GDPR is an opportunity for companies to implement broader, more comprehensive cloud security and data protection in your deployments at every level. Amazon Web Services, Microsoft Azure, and Google Cloud Platform each have a range of services in place to support your security and compliance requirements. These include:

  • Access: Identity and access management (IAM) mechanisms allow you to provide granular levels of permissions to any given user, group, and service. Multi-factor authentication should also be used for any user with an elevated set of permissions.
  • Encryption: Encryption should be used where possible for any data at rest and in transit. Encryption in transit should be used when transferring data to and from the cloud and when moving data between internal cloud services using protocols such as TLS (Transport Layer Security). The leading cloud service providers offer specific services that allow you to manage data encryption: AWS’s Key Management Service, Microsoft Azure’s Key Vault, and Google Cloud Platform’s Cloud Key Management Service.
  • Monitoring: Use monitoring services to identify changes in the environment, security loopholes, noncompliant resources, malicious activity, irregular trends, or brute force attacks. AWS has a range of services including CloudTrail and Amazon CloudWatch, Azure has Monitor and the Azure Security Center, while Google offers Stackdriver and Cloud Security Scanner.
  • Threat detection: Specific services that analyze log data—for data flows, events, DNS—are designed to identify threats. New “intelligent” services such as AWS GuardDuty assesses log data against multiple security feeds to detect suspicious activity in traffic, malicious URLs, etc.
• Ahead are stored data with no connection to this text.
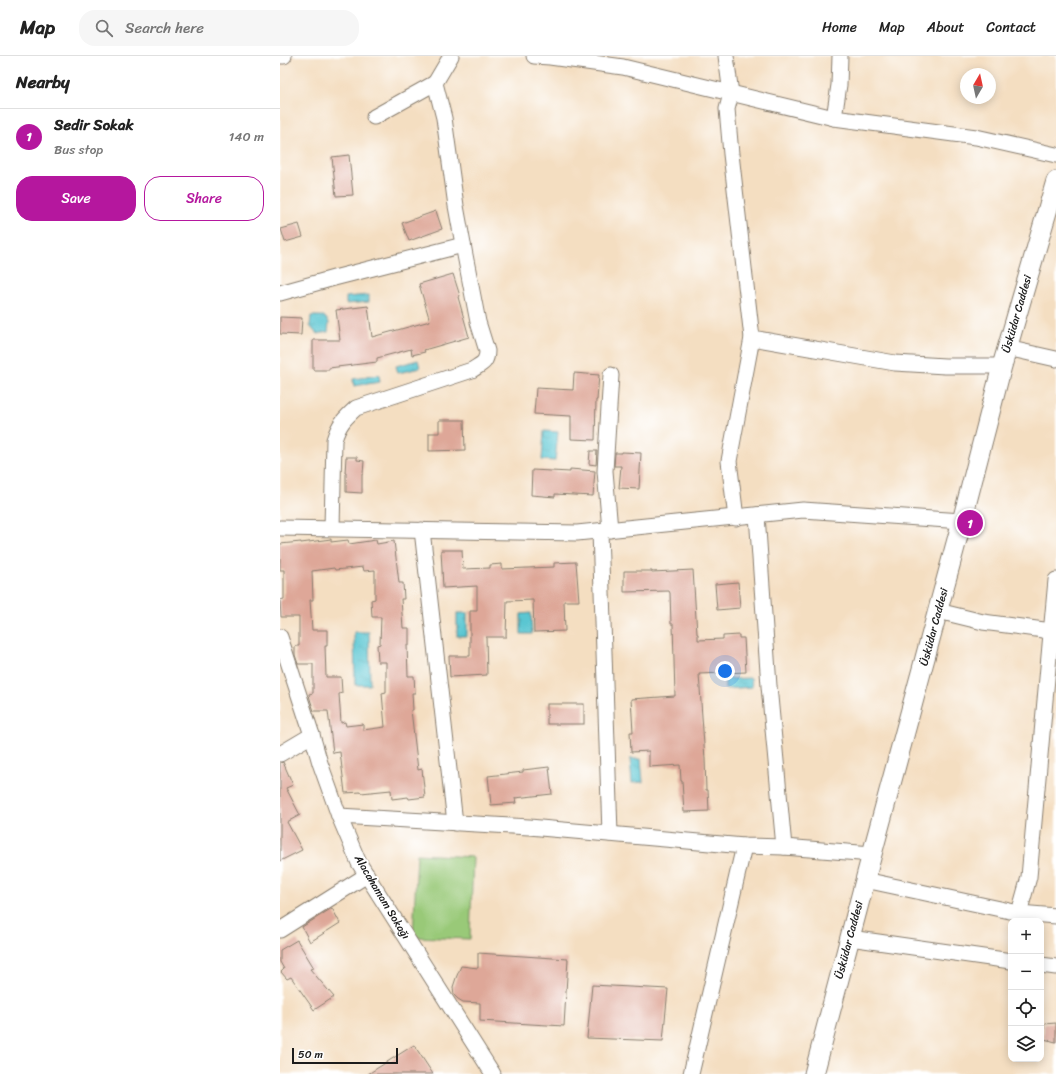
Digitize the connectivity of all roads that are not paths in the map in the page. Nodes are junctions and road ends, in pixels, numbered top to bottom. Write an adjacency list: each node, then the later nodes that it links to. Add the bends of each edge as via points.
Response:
1 (280, 56): 2 (street)
2 (284, 56)
3 (450, 56): 8 (street)
4 (534, 56): 5 (street)
5 (550, 56): 9 (street, via 623,67)
6 (726, 56): 9 (street)
7 (840, 56): 11 (street)
8 (435, 83): 10 (street); 14 (street, via 444,118)
9 (731, 94): 11 (street); 16 (street, via 727,109 728,124)
10 (374, 117)
11 (834, 118): 12 (street, via 976,137)
12 (1056, 155)
13 (1056, 181): 17 (main road, Üsküdar Caddesi)
14 (463, 244): 15 (street); 25 (street, via 478,322 487,351 484,362 472,370 356,408 344,419 334,440)
15 (280, 293)
16 (752, 338): 19 (street, via 895,363); 22 (street, via 729,461)
17 (1008, 348): 18 (street); 19 (main road, Üsküdar Caddesi)
18 (1056, 359)
19 (1002, 366): 23 (main road, Üsküdar Caddesi)
20 (611, 375): 27 (street)
21 (757, 515): 22 (street); 23 (street, via 803,510); 38 (street)
22 (736, 518): 27 (street)
23 (962, 521): 29 (main road, Üsküdar Caddesi)
24 (280, 528): 25 (street)
25 (332, 528): 26 (street)
26 (422, 530): 27 (street, via 577,533); 35 (street)
27 (605, 531): 36 (street)
28 (1056, 580): 30 (street)
29 (938, 610): 30 (street, via 983,622 1044,630); 39 (main road, Üsküdar Caddesi)
30 (1051, 634): 42 (street, via 1029,877)
31 (280, 637): 32 (street, Alacahamam Sokağı)
32 (312, 736): 33 (street); 34 (street, Alacahamam Sokağı)
33 (280, 754)
34 (339, 816): 35 (street); 40 (street, Alacahamam Sokağı)
35 (455, 823): 36 (street)
36 (610, 834): 37 (street)
37 (744, 846): 38 (street); 50 (street)
38 (784, 847): 39 (street)
39 (872, 854): 41 (main road, Üsküdar Caddesi)
40 (366, 875): 44 (street); 49 (street, Alacahamam Sokağı)
41 (865, 880): 42 (street); 45 (main road, Üsküdar Caddesi)
42 (1019, 913): 43 (street)
43 (1056, 916)
44 (280, 930)
45 (850, 938): 46 (street); 51 (main road, Üsküdar Caddesi)
46 (1008, 961)
47 (1044, 965): 48 (street)
48 (1056, 967)
49 (493, 1074)
50 (691, 1074)
51 (814, 1074)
#4 Empower teams for compliance

A regulation as far-reaching as GDPR will impact your organization at the technology, process, and people levels. A shared understanding by your teams of the regulation and how it impacts your organization from the point of view of technology and the business will be an essential component of your compliance efforts.

  • Make sure your planning addresses your GDPR training needs for both the general concepts and the required skills and experience that teams will need to implement the appropriate levels of compliance and security in your cloud services.
  • Start by instilling a culture of transparency around adherence to security best practices in each organizational unit that touches any cloud initiative.
  • Identify any skill gaps and implement measurable, performance-driven training plans to keep skill development on track.
  • Create a continuous training strategy to ensure that team knowledge and skills stay ahead of the next disruption and that teams are up to date with the latest vendor releases, privacy policies, and best practices.

A best practices approach will be key to get your cloud deployments GDPR ready and to prepare for any security and compliance challenges that your business will face.